最早身を守る腕はほとんど残っておらず、ボテボテと地を這うことしかできないようだ。
こういう、栄華を誇った生物が弱り切った様を見せられると、若干可哀そうに思ってしまうが、生憎、このダンジョンから出るためには、トドメを刺さねばならない。
その大役は、ラルスとビビに任せるとしよう。
そう言われた二人は、一瞬たじろいだが、すぐに頷き合い、拳と杖を構えた。
ビビが唱えた魔法がラルスの右拳に赤い気を纏わせる。
ラルスはスゥ……と息を吸うと、「ハァ!!」と大声を上げ、クイーン・アントパスの眉間目がけ、渾身の拳を打ち込んだ。
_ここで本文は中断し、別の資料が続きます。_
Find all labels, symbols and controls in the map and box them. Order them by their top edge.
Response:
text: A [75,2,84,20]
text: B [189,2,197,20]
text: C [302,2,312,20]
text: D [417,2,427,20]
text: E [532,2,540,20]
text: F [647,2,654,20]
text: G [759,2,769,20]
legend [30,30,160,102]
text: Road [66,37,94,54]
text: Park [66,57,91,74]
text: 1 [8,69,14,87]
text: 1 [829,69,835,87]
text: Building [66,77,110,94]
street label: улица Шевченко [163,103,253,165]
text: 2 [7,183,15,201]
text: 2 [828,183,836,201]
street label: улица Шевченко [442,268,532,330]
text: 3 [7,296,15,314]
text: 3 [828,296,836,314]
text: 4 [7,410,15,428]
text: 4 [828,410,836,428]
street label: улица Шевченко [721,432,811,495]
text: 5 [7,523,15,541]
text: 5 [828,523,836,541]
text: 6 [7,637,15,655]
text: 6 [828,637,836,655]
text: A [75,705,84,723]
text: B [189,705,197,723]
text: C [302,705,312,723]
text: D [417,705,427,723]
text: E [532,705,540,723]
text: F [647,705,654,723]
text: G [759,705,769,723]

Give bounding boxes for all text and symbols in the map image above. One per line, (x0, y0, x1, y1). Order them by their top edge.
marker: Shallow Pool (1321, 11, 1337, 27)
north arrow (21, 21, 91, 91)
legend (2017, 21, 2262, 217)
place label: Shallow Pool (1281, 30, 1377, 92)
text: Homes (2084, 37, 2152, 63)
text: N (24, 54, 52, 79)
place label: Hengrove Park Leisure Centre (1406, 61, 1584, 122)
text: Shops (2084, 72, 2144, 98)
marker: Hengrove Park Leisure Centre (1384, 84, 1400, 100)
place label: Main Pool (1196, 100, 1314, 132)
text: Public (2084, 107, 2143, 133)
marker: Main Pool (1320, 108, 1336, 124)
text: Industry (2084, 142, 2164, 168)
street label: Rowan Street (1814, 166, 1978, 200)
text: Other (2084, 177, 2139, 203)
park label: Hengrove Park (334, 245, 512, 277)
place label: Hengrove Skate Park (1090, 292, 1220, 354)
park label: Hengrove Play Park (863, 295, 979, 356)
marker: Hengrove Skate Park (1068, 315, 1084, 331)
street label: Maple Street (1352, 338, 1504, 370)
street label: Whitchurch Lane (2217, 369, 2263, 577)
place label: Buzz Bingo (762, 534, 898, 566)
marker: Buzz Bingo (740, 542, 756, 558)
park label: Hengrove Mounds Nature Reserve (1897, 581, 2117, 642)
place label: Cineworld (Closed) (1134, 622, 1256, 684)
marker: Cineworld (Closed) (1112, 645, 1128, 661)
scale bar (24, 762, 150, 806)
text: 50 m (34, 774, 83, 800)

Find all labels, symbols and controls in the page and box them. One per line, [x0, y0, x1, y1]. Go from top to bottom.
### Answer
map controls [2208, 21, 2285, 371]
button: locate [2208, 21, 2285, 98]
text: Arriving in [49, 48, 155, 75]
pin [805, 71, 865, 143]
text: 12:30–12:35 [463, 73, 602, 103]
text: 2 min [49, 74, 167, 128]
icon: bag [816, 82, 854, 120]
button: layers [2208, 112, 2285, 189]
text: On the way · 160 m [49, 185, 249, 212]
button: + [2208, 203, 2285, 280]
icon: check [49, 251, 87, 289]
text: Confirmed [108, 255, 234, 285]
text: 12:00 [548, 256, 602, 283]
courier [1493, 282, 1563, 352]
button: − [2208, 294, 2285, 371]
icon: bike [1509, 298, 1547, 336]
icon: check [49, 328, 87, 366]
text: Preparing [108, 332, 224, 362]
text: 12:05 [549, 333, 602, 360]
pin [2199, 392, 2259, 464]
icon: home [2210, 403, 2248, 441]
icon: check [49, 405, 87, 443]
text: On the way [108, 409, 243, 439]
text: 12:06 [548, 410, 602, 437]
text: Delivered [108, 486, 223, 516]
ドーン!という音と共に、クイーンは爆散し、中から青く輝く小さな結晶が現れる。
「これが……このダンジョンの“キーストーン”……」
ラルスがそれを握りしめると、辺りの風景がグニャグニャと歪み始めた。
何!? 何何!?
「主を失ったラビリンス・ダンジョンは、溶けるように消えるらしいっス。これがいわゆる、“ラビリンス・ダンジョン攻略完了”というやつっスね」
ちゃんと物の本で勉強していたミコトは、落ち着いていた。
というか、慌ててたの俺だけか……。
最後の最後で決まらねぇな俺……。
酔いそうなグニョグニョの末、やがて周囲の景色は古戦場跡に変わった。
俺は信号弾を打ち上げ、あのデカいハーピイの人に合図を送る。
「随分かかりましたね―――!! 滅茶苦茶待ちましたよ―――!」という、遠慮のない大声が聞こえてきた時、既に太陽が空を照らし始めていた。